O destino desses executivos cruéis da Vale deverá ser o mesmo dos da Samarco (aliás, empregados deles), que mais de três anos depois dos crimes em série cometidos em Mariana, continuam impunes. Nem as multas, nem as indenizações às famílias e cidades atingidas foram devidamente pagas. Tomara que estes cinco “bagres” ou bodes expiatórios presos em São Paulo e em Minas Gerais, abriam o bico e entreguem os chefões.

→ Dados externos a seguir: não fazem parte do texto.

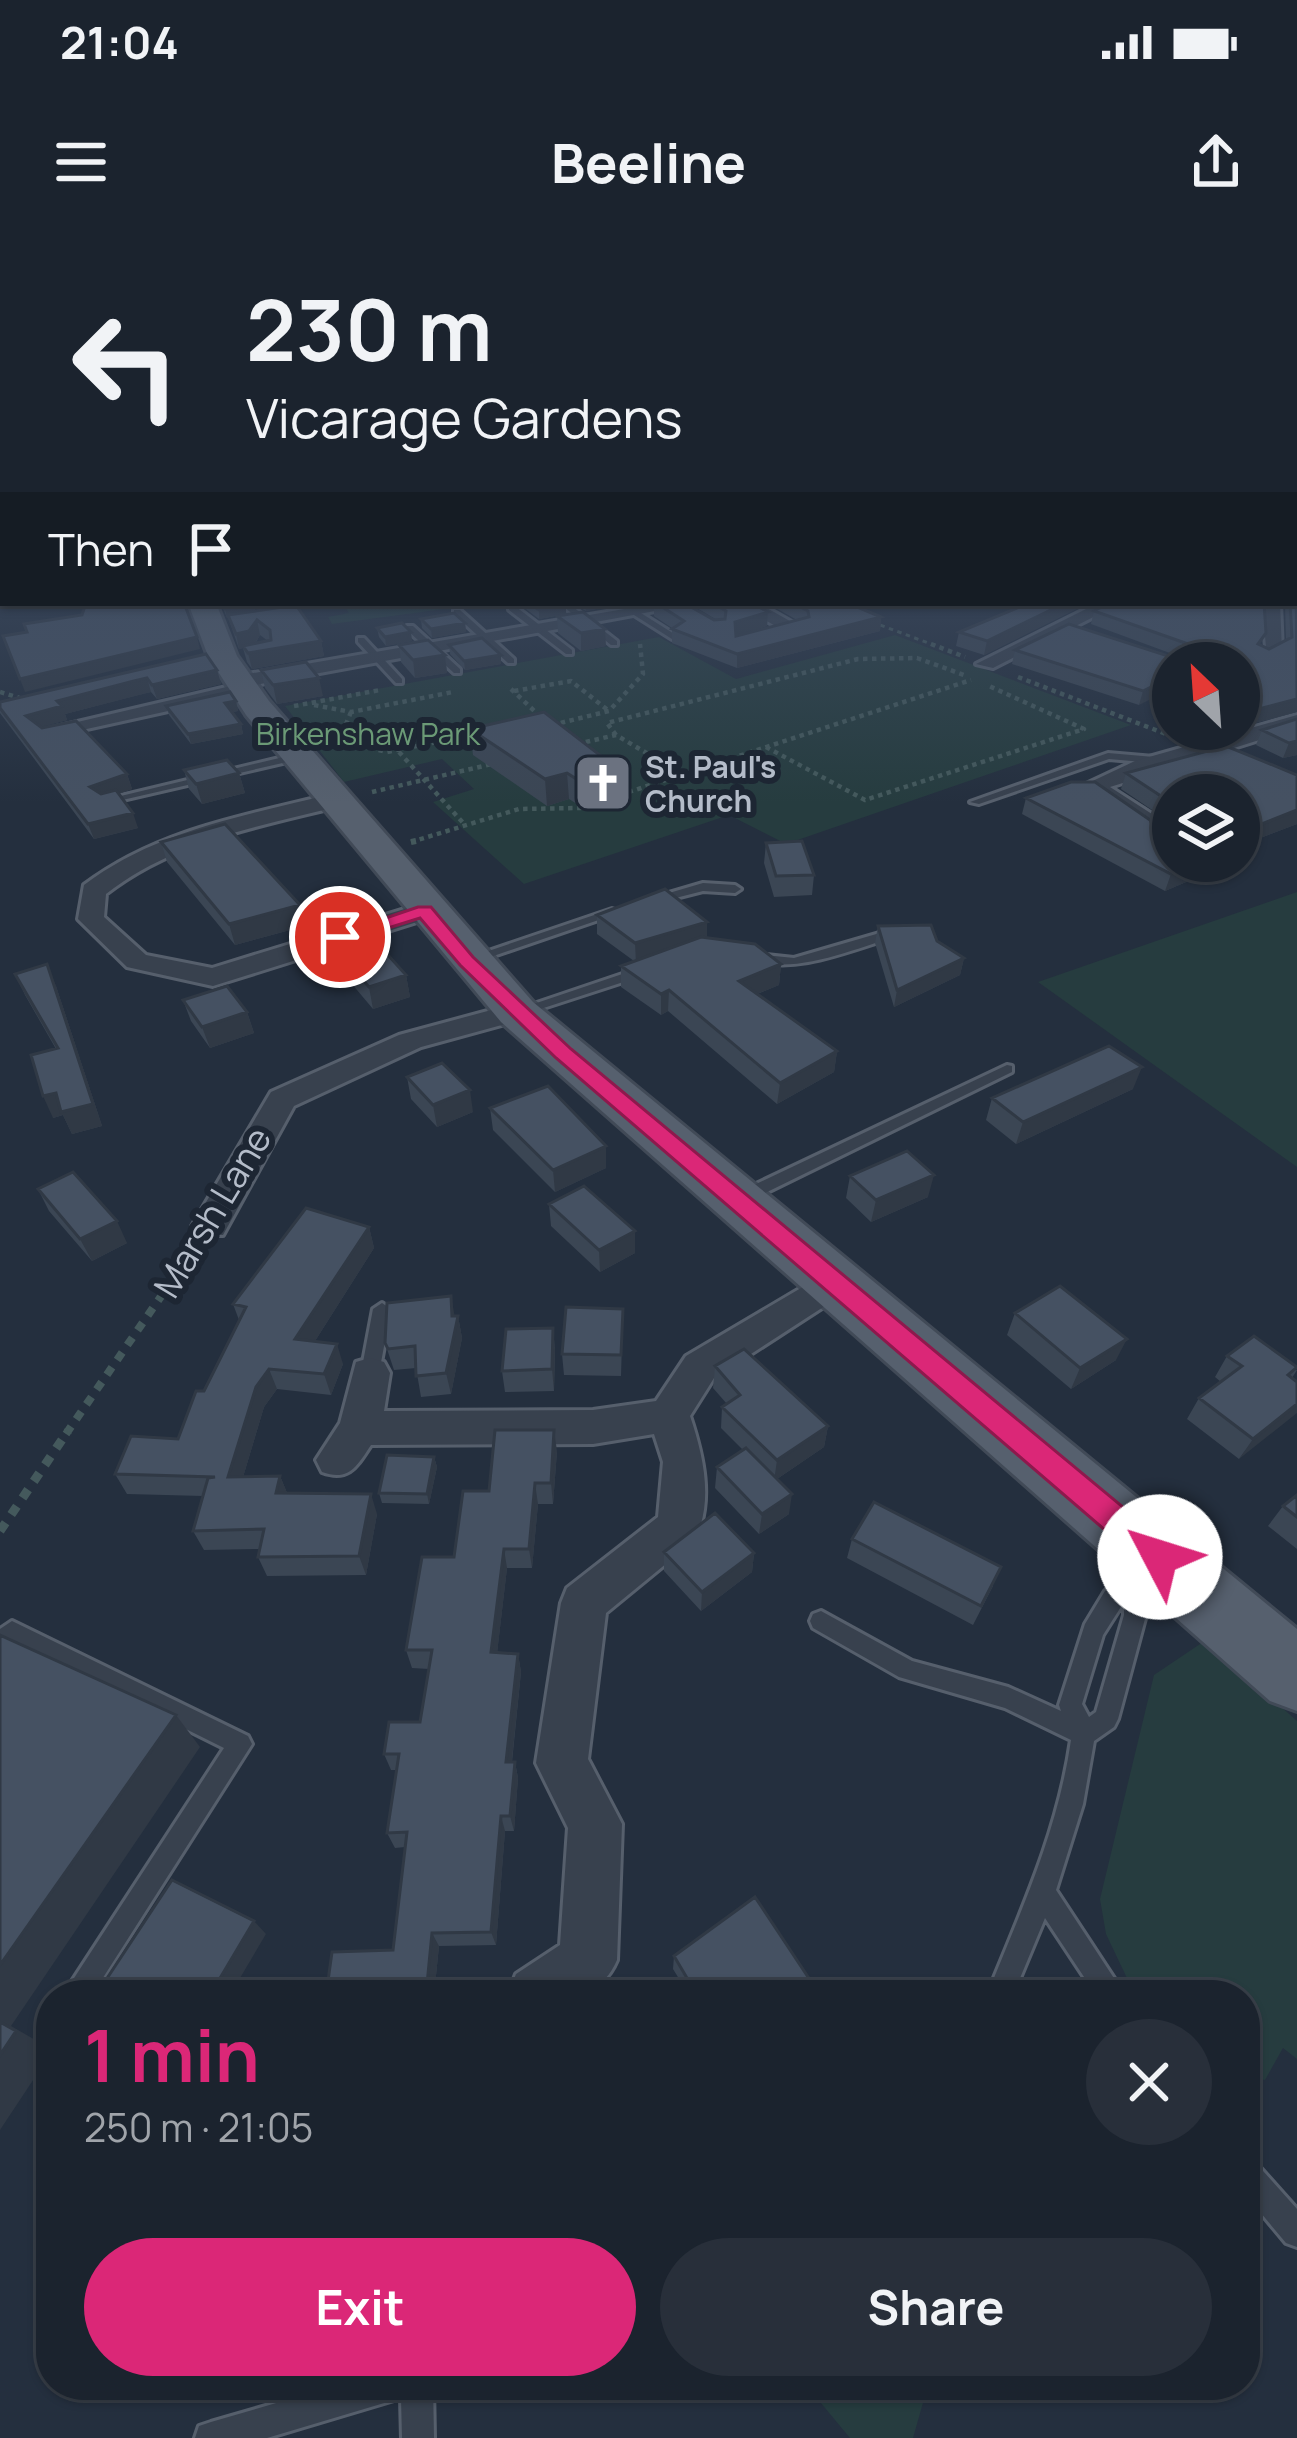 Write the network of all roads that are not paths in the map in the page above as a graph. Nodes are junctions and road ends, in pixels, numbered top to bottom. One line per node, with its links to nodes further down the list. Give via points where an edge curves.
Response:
1 (567, 606): 9 (lane)
2 (750, 606): 20 (street, via 795,628)
3 (1106, 606): 10 (street)
4 (1271, 606): 14 (street, via 1270,645)
5 (512, 608): 12 (lane)
6 (627, 608): 7 (street); 9 (street); 16 (lane)
7 (688, 608)
8 (457, 612): 15 (lane)
9 (587, 621): 12 (street); 19 (lane)
10 (1064, 626): 13 (street); 26 (street)
11 (410, 628): 21 (lane)
12 (540, 629): 15 (street); 22 (lane)
13 (1087, 634)
14 (1297, 635)
15 (488, 638): 21 (street); 24 (lane)
16 (675, 638)
17 (361, 640): 23 (lane)
18 (219, 641): 23 (street); 29 (street); 33 (main road)
19 (614, 643)
20 (745, 644)
21 (432, 647): 23 (street); 25 (lane)
22 (569, 652)
23 (377, 657): 27 (lane)
24 (511, 661)
25 (457, 671)
26 (982, 673)
27 (399, 681)
28 (1297, 721): 30 (street)
29 (46, 732)
30 (1260, 735)
31 (1192, 750): 34 (street)
32 (1239, 750): 35 (street)
33 (296, 757): 36 (main road); 37 (lane)
34 (1154, 760): 38 (lane, via 1108,756); 39 (street, via 1093,786)
35 (1264, 762)
36 (336, 800): 41 (main road); 41 (street, via 122,865 93,891 92,919 137,961 213,977)
37 (105, 801)
38 (975, 802)
39 (1152, 829)
40 (735, 889): 44 (lane, via 680,891)
41 (424, 911): 44 (main road)
42 (899, 932): 43 (lane, via 795,962)
43 (746, 955)
44 (466, 961): 46 (main road)
45 (664, 962): 46 (lane)
46 (517, 1012): 48 (main road); 49 (street, Marsh Lane, via 410,1041 282,1099)
47 (1007, 1069): 48 (lane)
48 (738, 1199): 50 (main road)
49 (210, 1226)
50 (835, 1281): 53 (street, via 700,1367); 54 (main road)
51 (382, 1309): 52 (lane)
52 (370, 1373): 53 (street, via 349,1444)
53 (669, 1415): 61 (street, via 684,1462 679,1526 584,1603 562,1763 595,1824 588,1960)
54 (1147, 1571): 57 (main road); 58 (lane, via 1106,1719); 58 (lane, via 1113,1598 1093,1631 1070,1705)
55 (821, 1621): 58 (lane, via 907,1670 1008,1698)
56 (0, 1645): 60 (lane, via 12,1630 240,1744)
57 (1297, 1676)
58 (1084, 1733): 59 (lane)
59 (1042, 1892): 62 (lane); 63 (lane)
60 (86, 1980)
61 (559, 1980)
62 (1006, 1980)
63 (1102, 1980)
64 (1260, 2189): 65 (lane)
65 (1297, 2232)
66 (342, 2400): 68 (lane)
67 (417, 2400): 69 (lane)
68 (211, 2438)
69 (418, 2438)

A verdade nua e crua é que, no mundo, só há uma indústria cujo poder pode ser comparado ao das mineradoras e sua cadeia produtiva: a bélica. Seus executivos só visam o lucro, onde os fins justificam os meios. São empresas que não têm rosto, não têm um culpado verdadeiro para apresentar em casos de crimes como este cometido em Brumadinho e tantos outros. Compram consciências, compram pareceres, licenças, sentenças, enfim. Dominam as comunicações, direta e ou indiretamente. Chegam mansinhas às comunidades em que vão operar, conquistam a confiança das sempre desinformadas e de boa fé populações, muitas vezes manipuladas pelas lideranças políticas locais, que entram no jogo, e se instalam. Fazem jorrar dinheiro miúdo no comércio, geram empregos mal remunerados, doam uma graninha para as quermesses, patrocinam reformas de igrejas, um centro de saúde aqui, um arremedo de hospital ali. Apoiam festas tradicionais locais, com cartazes e algum show barato, e pronto. Se instalam. Para cidades e povoados “pobres”, que nunca viram tanto dinheiro, finalmente “Deus olhou por nós”, “estamos no paraíso”. Nem imaginam que o inferno é que está chegando. Tornam-se reféns e alvo de chantagens quando chegam as dragas, tratores, caminhões e a exploração incontrolável das minas de minerais raros e cobiçados pelo mundo inteiro. Ouro, manganês, bauxita, nióbio e até minério de ferro, o mais barato deles, usado como fachada para que toda a riqueza do subsolo brasileiro seja levado por preço de banana para o exterior.
Enquanto acionistas e executivos dessas multinacionais ficam cada vez mais ricos mundo afora, o chão de fábrica mais barato do planeta é esfolado em péssimas condições de trabalho e milhares de pessoas e a natureza padecem soterradas por crimes como este mais recente, o de Brumadinho.
Quando uma licença para operação não sai ou o Ministério Público aperta, eles ameaçam “ir embora”. Mobilizam comerciantes, trabalhadores e famílias que vão para as ruas em passeata. Incautos que se tornaram reféns, agora dependentes destes chantagistas que os fizeram acreditar que eram a salvação quando chegaram. Sempre contando com a cumplicidade ou incompetência de homens públicos e grande parte dos veículos de comunicação.
Itabira foi a primeira vítima dessa trama, denunciada em versos por Carlos Drummond de Andrade. As jazidas de lá estão se esgotando, mas há muitas outras na vizinhança. Conceição do Mato Dentro é a bola da vez. Descoberta primeiro por Eike Batista com a MMX, que a vendeu para a Anglo American, que conseguiu recentemente, numa velocidade impressionante, licença para o tal “step 3”, para minerar quase no centro da cidade. Leva as riquezas e a água, absurdo dos absurdos, via “mineroduto” de quase 600 km, por gravidade, até o porto de Açu, no Rio de Janeiro, passando por 32 municípios. Diferentemente da matriz da África do Sul, que constrói suas próprias estradas e ferrovias para transportar o minério explorado, aqui a Anglo usa “mineroduto”, muito mais barato, já que no Brasil tudo pode.
Em países onde a mineração também é forte, como a África do Sul, Austrália, Canadá e outros, normas ambientais e de segurança são rigidamente cumpridas. Barragens como essas utilizadas por aqui, não existem mais. Mas no Brasil tudo pode. Se não puder, compra-se!